Figure 4. Sema-1a expression rescues midline crossing cell autonomously.

(A–D) Stage 15–16 embryos of the indicated genotypes carrying eg-GAL4, UAS-FraΔC and UAS-CD8 GFP transgenes, stained with anti-GFP (green) antibodies to reveal cell bodies and axons of the eagle neurons (EG and EW). Arrowheads indicate segments with non-crossing EW axons and asterisks indicate rescued EW crosses.
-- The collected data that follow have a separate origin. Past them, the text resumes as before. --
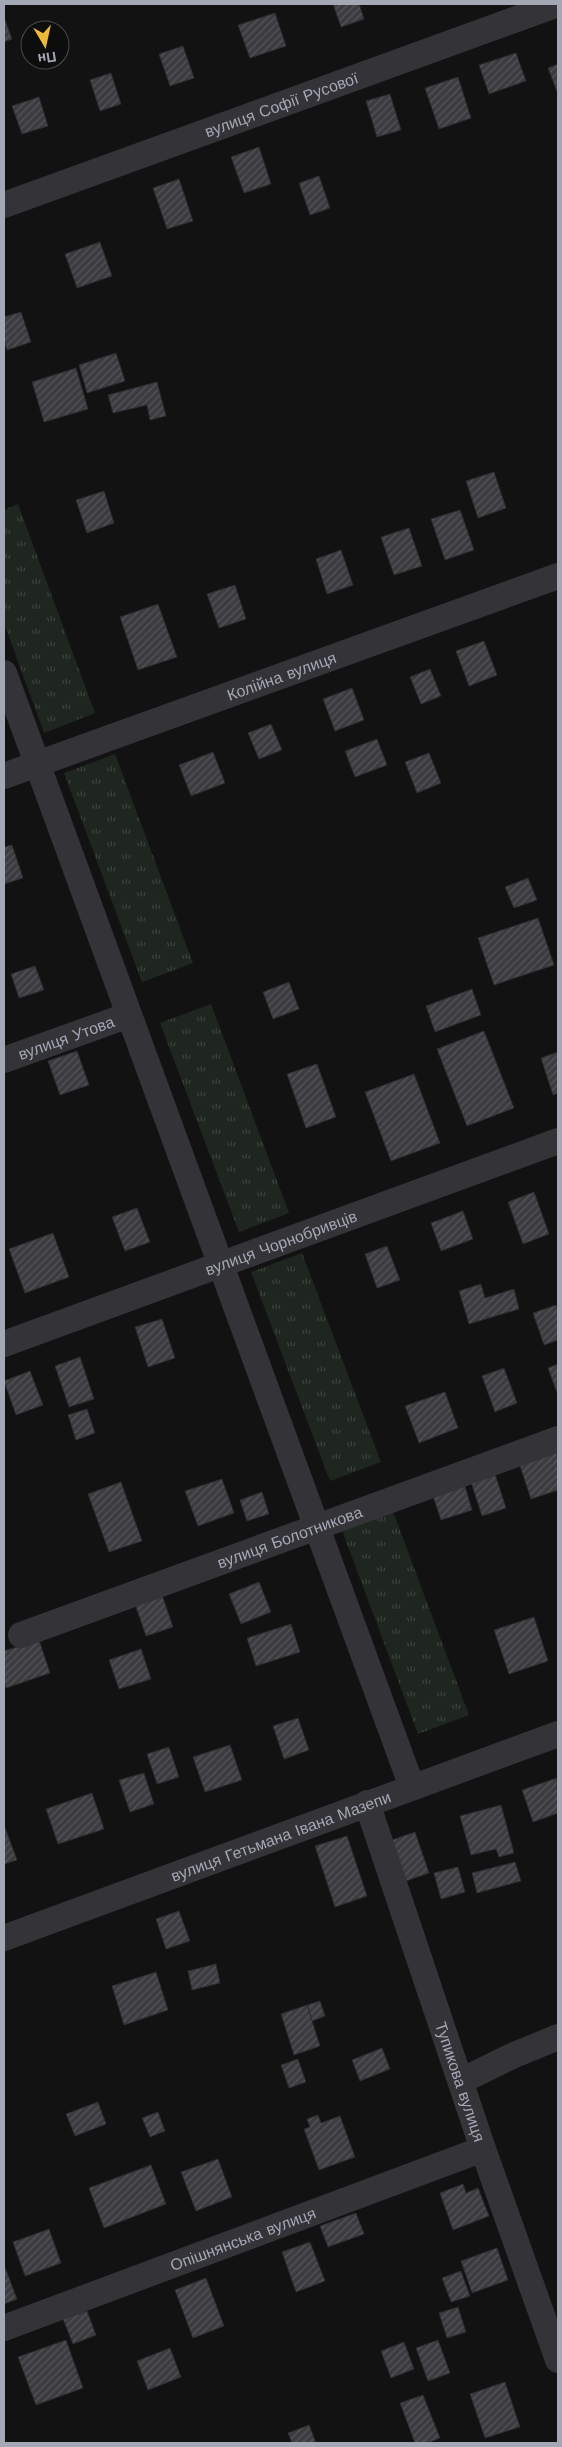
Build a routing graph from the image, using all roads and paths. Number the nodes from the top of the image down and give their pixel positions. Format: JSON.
{"nodes":[{"id":1,"x":558,"y":4,"type":"edge"},
{"id":2,"x":4,"y":205,"type":"edge"},
{"id":3,"x":558,"y":576,"type":"edge"},
{"id":4,"x":4,"y":673,"type":"edge"},
{"id":5,"x":37,"y":764,"type":"junction"},
{"id":6,"x":4,"y":776,"type":"edge"},
{"id":7,"x":129,"y":1015,"type":"junction"},
{"id":8,"x":4,"y":1060,"type":"edge"},
{"id":9,"x":558,"y":1141,"type":"edge"},
{"id":10,"x":220,"y":1264,"type":"junction"},
{"id":11,"x":4,"y":1344,"type":"edge"},
{"id":12,"x":558,"y":1438,"type":"edge"},
{"id":13,"x":316,"y":1526,"type":"junction"},
{"id":14,"x":21,"y":1635,"type":"dead end"},
{"id":15,"x":558,"y":1734,"type":"edge"},
{"id":16,"x":412,"y":1787,"type":"junction"},
{"id":17,"x":367,"y":1803,"type":"junction"},
{"id":18,"x":4,"y":1938,"type":"edge"},
{"id":19,"x":558,"y":2037,"type":"edge"},
{"id":20,"x":461,"y":2081,"type":"junction"},
{"id":21,"x":483,"y":2150,"type":"junction"},
{"id":22,"x":4,"y":2328,"type":"edge"},
{"id":23,"x":558,"y":2360,"type":"edge"}],
"edges":[{"from":1,"to":2,"type":"street","name":"вулиця Софії Русової"},
{"from":3,"to":5,"type":"street","name":"Колійна вулиця"},
{"from":4,"to":5,"type":"street"},
{"from":5,"to":6,"type":"street","name":"Колійна вулиця"},
{"from":5,"to":7,"type":"street"},
{"from":7,"to":8,"type":"street","name":"вулиця Утова"},
{"from":7,"to":10,"type":"street"},
{"from":9,"to":10,"type":"street","name":"вулиця Чорнобривців"},
{"from":10,"to":11,"type":"street","name":"вулиця Чорнобривців"},
{"from":10,"to":13,"type":"street"},
{"from":12,"to":13,"type":"street","name":"вулиця Болотникова"},
{"from":13,"to":14,"type":"street","name":"вулиця Болотникова"},
{"from":13,"to":16,"type":"street"},
{"from":15,"to":16,"type":"street","name":"вулиця Гетьмана Івана Мазепи"},
{"from":16,"to":17,"type":"street","name":"вулиця Гетьмана Івана Мазепи"},
{"from":17,"to":18,"type":"street","name":"вулиця Гетьмана Івана Мазепи"},
{"from":17,"to":20,"type":"street","name":"Тупикова вулиця"},
{"from":19,"to":20,"type":"street"},
{"from":20,"to":21,"type":"street","name":"Тупикова вулиця"},
{"from":21,"to":22,"type":"street","name":"Опішнянська вулиця"},
{"from":21,"to":23,"type":"street","name":"Тупикова вулиця"}]}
Scale bar represents 15µm (D). (A) In sema-1a null embryos expressing FraΔC, EW axons fail to cross the midline in 98% of segments (arrowheads). (B) Expression of a full-length Sema-1a transgene strongly rescues these defects (asterisk), with only 26% non-crossing (arrowheads). (C) In contrast, a Sema-1a transgene lacking a small region of the cytoplasmic domain (from aa31–60) rescued the defects to a much lesser extent (80%). (D) Expression of a Sema-1a transgene lacking its entire cytoplasmic domain does not significantly rescue crossing defects. (E) Diagram of transgenic rescue constructs with relevant cytoplasmic regions labeled. (F) Quantification of EW midline crossing defects in the genotypes shown in (A–D). Data are represented as mean+SEM. n, number of embryos scored for each genotype. Significance was assessed by multiple comparisons using ANOVA (****p<0.0001).